Each incoming consignment necessitated determination and classification of the waste to regulate whether the material was suitable to be accepted onto site for treatment under the Environmental Agency guidelines.
Yet the biggest challenge with the operation was ensuring material was geotechnically suitable for the construction of the bund and formation; this required Dunton to ensure the correct treatment process was implemented, whether this was screening to remove oversize material or blending to create the ideal material for the construction.
Blending of post treatment soils, was required to ensure correct sizing and distribution of particles, to meet the rigorous testing regime set by the engineers. These tests comprised particle size distribution and shearbox tests. Once the fill had been placed and compacted it had to further pass nuclear density and plate bearing tests to a minimum CBR (California Bearing Ratio) of 15%, and 95% of Standard Proctor density with a maximum moisture content of 10%.
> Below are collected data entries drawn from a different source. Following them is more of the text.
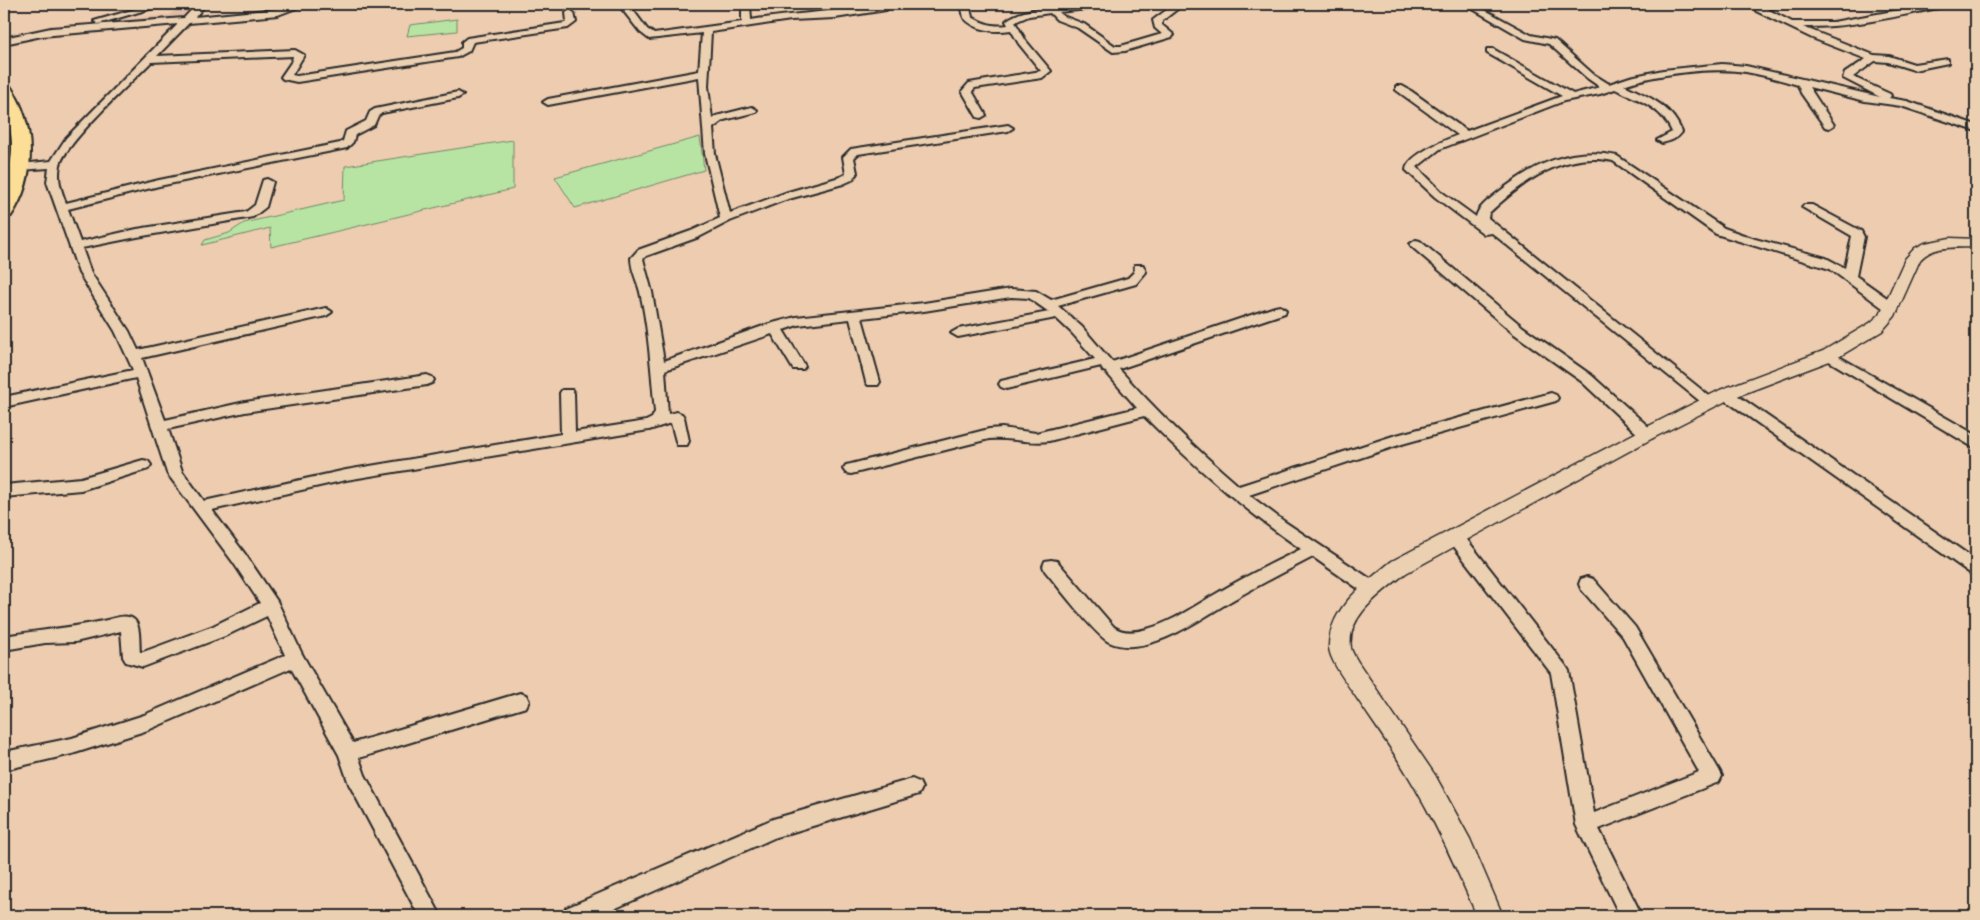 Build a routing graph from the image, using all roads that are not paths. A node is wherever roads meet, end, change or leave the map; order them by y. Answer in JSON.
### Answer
{"nodes":[{"id":1,"x":162,"y":4,"type":"edge"},
{"id":2,"x":202,"y":4,"type":"edge"},
{"id":3,"x":303,"y":4,"type":"edge"},
{"id":4,"x":622,"y":4,"type":"edge"},
{"id":5,"x":746,"y":4,"type":"edge"},
{"id":6,"x":965,"y":4,"type":"edge"},
{"id":7,"x":1107,"y":4,"type":"edge"},
{"id":8,"x":1176,"y":4,"type":"edge"},
{"id":9,"x":1239,"y":4,"type":"edge"},
{"id":10,"x":1249,"y":4,"type":"edge"},
{"id":11,"x":1468,"y":4,"type":"edge"},
{"id":12,"x":1943,"y":4,"type":"edge"},
{"id":13,"x":1773,"y":5,"type":"edge"},
{"id":14,"x":886,"y":7,"type":"dead end"},
{"id":15,"x":1053,"y":11,"type":"junction"},
{"id":16,"x":570,"y":13,"type":"dead end"},
{"id":17,"x":185,"y":21,"type":"junction"},
{"id":18,"x":747,"y":23,"type":"junction"},
{"id":19,"x":1788,"y":24,"type":"junction"},
{"id":20,"x":1012,"y":27,"type":"junction"},
{"id":21,"x":707,"y":30,"type":"junction"},
{"id":22,"x":43,"y":33,"type":"junction"},
{"id":23,"x":4,"y":41,"type":"edge"},
{"id":24,"x":1490,"y":51,"type":"dead end"},
{"id":25,"x":1873,"y":58,"type":"junction"},
{"id":26,"x":149,"y":59,"type":"junction"},
{"id":27,"x":1945,"y":61,"type":"dead end"},
{"id":28,"x":704,"y":73,"type":"junction"},
{"id":29,"x":1802,"y":83,"type":"junction"},
{"id":30,"x":1611,"y":86,"type":"junction"},
{"id":31,"x":1399,"y":88,"type":"dead end"},
{"id":32,"x":4,"y":90,"type":"edge"},
{"id":33,"x":458,"y":95,"type":"dead end"},
{"id":34,"x":1572,"y":97,"type":"junction"},
{"id":35,"x":548,"y":102,"type":"dead end"},
{"id":36,"x":1903,"y":103,"type":"junction"},
{"id":37,"x":752,"y":110,"type":"dead end"},
{"id":38,"x":981,"y":115,"type":"dead end"},
{"id":39,"x":1829,"y":125,"type":"dead end"},
{"id":40,"x":708,"y":127,"type":"junction"},
{"id":41,"x":1008,"y":128,"type":"dead end"},
{"id":42,"x":1976,"y":128,"type":"edge"},
{"id":43,"x":1464,"y":135,"type":"junction"},
{"id":44,"x":1662,"y":140,"type":"dead end"},
{"id":45,"x":55,"y":164,"type":"junction"},
{"id":46,"x":20,"y":167,"type":"junction"},
{"id":47,"x":268,"y":182,"type":"dead end"},
{"id":48,"x":1808,"y":206,"type":"dead end"},
{"id":49,"x":62,"y":207,"type":"junction"},
{"id":50,"x":4,"y":212,"type":"edge"},
{"id":51,"x":726,"y":219,"type":"junction"},
{"id":52,"x":1976,"y":243,"type":"edge"},
{"id":53,"x":1416,"y":244,"type":"dead end"},
{"id":54,"x":76,"y":246,"type":"junction"},
{"id":55,"x":1532,"y":258,"type":"junction"},
{"id":56,"x":1139,"y":268,"type":"dead end"},
{"id":57,"x":1849,"y":277,"type":"junction"},
{"id":58,"x":1892,"y":308,"type":"junction"},
{"id":59,"x":1053,"y":309,"type":"junction"},
{"id":60,"x":1280,"y":310,"type":"dead end"},
{"id":61,"x":326,"y":312,"type":"dead end"},
{"id":62,"x":855,"y":315,"type":"junction"},
{"id":63,"x":774,"y":327,"type":"junction"},
{"id":64,"x":958,"y":333,"type":"dead end"},
{"id":65,"x":1829,"y":354,"type":"junction"},
{"id":66,"x":134,"y":355,"type":"junction"},
{"id":67,"x":1106,"y":365,"type":"junction"},
{"id":68,"x":798,"y":366,"type":"dead end"},
{"id":69,"x":658,"y":368,"type":"junction"},
{"id":70,"x":139,"y":373,"type":"junction"},
{"id":71,"x":427,"y":380,"type":"dead end"},
{"id":72,"x":873,"y":382,"type":"dead end"},
{"id":73,"x":1006,"y":384,"type":"dead end"},
{"id":74,"x":567,"y":393,"type":"dead end"},
{"id":75,"x":1551,"y":398,"type":"dead end"},
{"id":76,"x":1719,"y":398,"type":"junction"},
{"id":77,"x":4,"y":402,"type":"edge"},
{"id":78,"x":1147,"y":410,"type":"junction"},
{"id":79,"x":658,"y":422,"type":"junction"},
{"id":80,"x":160,"y":426,"type":"junction"},
{"id":81,"x":1647,"y":434,"type":"junction"},
{"id":82,"x":568,"y":439,"type":"junction"},
{"id":83,"x":682,"y":441,"type":"dead end"},
{"id":84,"x":1976,"y":442,"type":"edge"},
{"id":85,"x":143,"y":465,"type":"dead end"},
{"id":86,"x":851,"y":469,"type":"dead end"},
{"id":87,"x":4,"y":491,"type":"edge"},
{"id":88,"x":1236,"y":493,"type":"junction"},
{"id":89,"x":201,"y":506,"type":"junction"},
{"id":90,"x":1455,"y":536,"type":"junction"},
{"id":91,"x":1313,"y":550,"type":"junction"},
{"id":92,"x":1051,"y":566,"type":"dead end"},
{"id":93,"x":1976,"y":568,"type":"edge"},
{"id":94,"x":1586,"y":584,"type":"dead end"},
{"id":95,"x":1372,"y":589,"type":"junction"},
{"id":96,"x":271,"y":606,"type":"junction"},
{"id":97,"x":4,"y":643,"type":"edge"},
{"id":98,"x":296,"y":658,"type":"junction"},
{"id":99,"x":520,"y":701,"type":"dead end"},
{"id":100,"x":348,"y":753,"type":"junction"},
{"id":101,"x":4,"y":761,"type":"edge"},
{"id":102,"x":912,"y":788,"type":"dead end"},
{"id":103,"x":1586,"y":825,"type":"junction"},
{"id":104,"x":430,"y":916,"type":"edge"},
{"id":105,"x":574,"y":916,"type":"edge"},
{"id":106,"x":1490,"y":916,"type":"edge"},
{"id":107,"x":1631,"y":916,"type":"edge"}],
"edges":[{"from":1,"to":22,"type":"street"},
{"from":2,"to":17,"type":"street"},
{"from":3,"to":17,"type":"street"},
{"from":4,"to":21,"type":"street"},
{"from":5,"to":18,"type":"street"},
{"from":6,"to":20,"type":"street"},
{"from":7,"to":15,"type":"street"},
{"from":8,"to":15,"type":"street"},
{"from":9,"to":10,"type":"street"},
{"from":11,"to":30,"type":"street"},
{"from":12,"to":19,"type":"street"},
{"from":13,"to":19,"type":"street"},
{"from":14,"to":18,"type":"street"},
{"from":15,"to":20,"type":"street"},
{"from":16,"to":26,"type":"street"},
{"from":17,"to":22,"type":"street"},
{"from":17,"to":26,"type":"street"},
{"from":18,"to":21,"type":"street"},
{"from":19,"to":25,"type":"street"},
{"from":20,"to":38,"type":"street"},
{"from":21,"to":28,"type":"street"},
{"from":22,"to":23,"type":"street"},
{"from":24,"to":34,"type":"street"},
{"from":25,"to":27,"type":"street"},
{"from":25,"to":36,"type":"street"},
{"from":26,"to":45,"type":"street"},
{"from":28,"to":35,"type":"street"},
{"from":28,"to":40,"type":"street"},
{"from":29,"to":30,"type":"street"},
{"from":29,"to":36,"type":"street"},
{"from":29,"to":39,"type":"street"},
{"from":30,"to":34,"type":"street"},
{"from":30,"to":44,"type":"street"},
{"from":31,"to":43,"type":"street"},
{"from":32,"to":46,"type":"highway"},
{"from":33,"to":49,"type":"street"},
{"from":34,"to":43,"type":"street"},
{"from":36,"to":42,"type":"street"},
{"from":37,"to":40,"type":"street"},
{"from":40,"to":51,"type":"street"},
{"from":41,"to":51,"type":"street"},
{"from":43,"to":55,"type":"street"},
{"from":45,"to":46,"type":"street"},
{"from":45,"to":49,"type":"street"},
{"from":46,"to":50,"type":"highway"},
{"from":47,"to":54,"type":"street"},
{"from":48,"to":57,"type":"street"},
{"from":49,"to":54,"type":"street"},
{"from":51,"to":69,"type":"street"},
{"from":52,"to":58,"type":"street"},
{"from":53,"to":81,"type":"street"},
{"from":54,"to":66,"type":"street"},
{"from":55,"to":57,"type":"street"},
{"from":55,"to":76,"type":"street"},
{"from":56,"to":59,"type":"street"},
{"from":57,"to":58,"type":"street"},
{"from":58,"to":65,"type":"street"},
{"from":59,"to":62,"type":"street"},
{"from":59,"to":64,"type":"street"},
{"from":59,"to":67,"type":"street"},
{"from":60,"to":67,"type":"street"},
{"from":61,"to":66,"type":"street"},
{"from":62,"to":63,"type":"street"},
{"from":62,"to":72,"type":"street"},
{"from":63,"to":68,"type":"street"},
{"from":63,"to":69,"type":"street"},
{"from":65,"to":76,"type":"street"},
{"from":65,"to":84,"type":"street"},
{"from":66,"to":70,"type":"street"},
{"from":67,"to":73,"type":"street"},
{"from":67,"to":78,"type":"street"},
{"from":69,"to":79,"type":"street"},
{"from":70,"to":77,"type":"street"},
{"from":70,"to":80,"type":"street"},
{"from":71,"to":80,"type":"street"},
{"from":74,"to":82,"type":"street"},
{"from":75,"to":88,"type":"street"},
{"from":76,"to":81,"type":"street"},
{"from":76,"to":93,"type":"street"},
{"from":78,"to":86,"type":"street"},
{"from":78,"to":88,"type":"street"},
{"from":79,"to":82,"type":"street"},
{"from":79,"to":83,"type":"street"},
{"from":80,"to":89,"type":"street"},
{"from":81,"to":90,"type":"street"},
{"from":82,"to":89,"type":"street"},
{"from":85,"to":87,"type":"street"},
{"from":88,"to":91,"type":"street"},
{"from":89,"to":96,"type":"street"},
{"from":90,"to":95,"type":"street"},
{"from":90,"to":103,"type":"street"},
{"from":91,"to":92,"type":"street"},
{"from":91,"to":95,"type":"street"},
{"from":94,"to":103,"type":"street"},
{"from":95,"to":106,"type":"street"},
{"from":96,"to":97,"type":"street"},
{"from":96,"to":98,"type":"street"},
{"from":98,"to":100,"type":"street"},
{"from":98,"to":101,"type":"street"},
{"from":99,"to":100,"type":"street"},
{"from":100,"to":104,"type":"street"},
{"from":102,"to":105,"type":"street"},
{"from":103,"to":107,"type":"street"}]}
The import and treatment of soils arising from the local construction sector was managed in accordance with Definition of Waste Code of Practice and an environmental permit that promoted the sustainable use of waste soils. Site specific hazard and environmental risk management ensured that reusable soils did not pose a threat to the environment for future users of the site.
Paragon Park was a project where Engineering, Social values and Sustainability met.
98% of the waste received was re-directed from landfill and re-used within a remediated brownfield site.
With the local authorities wishing to protect local businesses and the community. A developer as inspired to enhance the community as it was to ensure sufficient return for their substantial risk.
Dunton successfully managed to design and deliver an engineered solution that married the motivations of all the stakeholders; Social values, Sustainability and reward for the client.
Whilst it is practically impossible to calculate the exact total carbon savings; Conservative estimates are that over 12100 Heavy Goods Vehicle (18% of UK vehicle Green House Gas emissions) loads were removed from what would have been the traditional accepted imported fill practice cycle (avg 10 miles). Thus, a minimum Co2 emissions saving of approximately 1313 tCO2e was realised.
As with any brownfield development, we could further conceive that 15 hectares of Greenbelt carbon sinks were spared or at the least development delayed through the determination of all the stakeholders, to re-use a brownfield site.